The Daily Telegraph

Electric vehicle makers call for a purge on restrictiv­e red tape

‘We are committed to the UK but, if you don’t legalise the tech, any company would look at the options’

- By Howard Mustoe and James Titcomb

THE UK must slash red tape on building gigafactor­ies and cut electricit­y prices by unpegging them from gas if it wants to attract the investment needed to rescue sinking production, the car industry has warned.

UK manufactur­ers pay higher electricit­y bills than EU competitor­s in spite of the comparativ­ely high and rising proportion of wind energy available, partly because electricit­y is priced using the once-cheap methane cost, which has shot up in price.

Fixing this and making battery plant building easier could give the industry the boost it needs, the Society of Motor Manufactur­ers and Traders (Smmt)said.

The proportion of electric vehicles being made is rising but local battery supply is crucial, the trade body said.

SMMT chief executive Mike Hawes said: “Britain boasts a firm foundation of EV production, backed by low-carbon energy, outstandin­g R&D and a highly skilled and productive workforce. We must not squander these advantages.”

UK car production halved in the past five years and more falls would threaten the industry as suppliers lose work and leave, said Ashwani Gupta, Nissan’s chief operating officer, last month.

Mr Gupta added: “The UK is becoming more and more challengin­g as a manufactur­ing footprint.”

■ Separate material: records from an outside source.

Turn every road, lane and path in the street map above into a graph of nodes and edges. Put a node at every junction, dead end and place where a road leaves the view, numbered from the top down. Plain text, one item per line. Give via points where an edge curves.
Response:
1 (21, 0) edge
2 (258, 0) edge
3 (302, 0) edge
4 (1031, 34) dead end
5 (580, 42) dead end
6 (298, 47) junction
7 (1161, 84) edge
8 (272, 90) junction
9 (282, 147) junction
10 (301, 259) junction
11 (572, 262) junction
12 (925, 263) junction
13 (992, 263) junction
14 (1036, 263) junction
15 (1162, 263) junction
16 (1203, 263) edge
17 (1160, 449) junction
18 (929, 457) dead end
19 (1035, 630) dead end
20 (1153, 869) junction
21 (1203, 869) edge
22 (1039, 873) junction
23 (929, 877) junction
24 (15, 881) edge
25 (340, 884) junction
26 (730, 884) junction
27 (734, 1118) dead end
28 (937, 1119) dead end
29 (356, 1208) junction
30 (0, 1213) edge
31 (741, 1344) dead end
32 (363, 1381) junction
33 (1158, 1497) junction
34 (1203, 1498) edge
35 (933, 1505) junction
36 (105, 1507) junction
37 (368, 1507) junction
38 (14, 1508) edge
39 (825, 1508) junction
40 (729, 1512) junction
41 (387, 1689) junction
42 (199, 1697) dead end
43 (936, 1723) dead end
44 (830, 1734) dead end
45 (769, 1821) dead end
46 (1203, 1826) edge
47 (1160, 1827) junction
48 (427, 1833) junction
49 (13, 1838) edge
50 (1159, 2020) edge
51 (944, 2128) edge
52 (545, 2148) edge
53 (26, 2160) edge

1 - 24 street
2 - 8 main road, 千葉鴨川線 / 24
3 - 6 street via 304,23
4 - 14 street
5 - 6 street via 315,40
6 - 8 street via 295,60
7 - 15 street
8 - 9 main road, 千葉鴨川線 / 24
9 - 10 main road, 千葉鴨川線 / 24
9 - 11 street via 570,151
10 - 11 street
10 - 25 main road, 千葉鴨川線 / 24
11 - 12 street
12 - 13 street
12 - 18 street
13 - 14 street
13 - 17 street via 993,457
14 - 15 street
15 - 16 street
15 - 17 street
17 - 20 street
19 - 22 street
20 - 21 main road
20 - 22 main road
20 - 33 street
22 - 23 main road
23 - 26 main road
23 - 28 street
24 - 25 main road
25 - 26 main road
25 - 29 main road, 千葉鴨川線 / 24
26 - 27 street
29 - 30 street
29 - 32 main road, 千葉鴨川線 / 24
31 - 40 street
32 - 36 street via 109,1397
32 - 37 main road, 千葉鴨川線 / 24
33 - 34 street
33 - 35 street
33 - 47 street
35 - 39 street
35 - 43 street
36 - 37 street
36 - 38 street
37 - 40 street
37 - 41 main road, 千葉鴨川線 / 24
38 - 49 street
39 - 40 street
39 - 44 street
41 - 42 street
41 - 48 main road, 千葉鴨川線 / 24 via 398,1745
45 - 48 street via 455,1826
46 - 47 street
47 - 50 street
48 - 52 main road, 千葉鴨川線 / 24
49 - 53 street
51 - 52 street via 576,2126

One of Britain’s most promising driverless car companies has also warned it could start testing its systems abroad as ministers drag their feet over new laws allowing advanced trials.

Wayve, backed by Microsoft and Sir Richard Branson, said the lack of rules for driverless car companies to test vehicles without human safety drivers or to run commercial services meant it could expand abroad and not in Britain.

Sarah Gates, Wayve’s director of public policy, said: “We’re fully committed to the UK currently. But if you don’t legalise the deployment of the technology, any company would then have to look at our options.”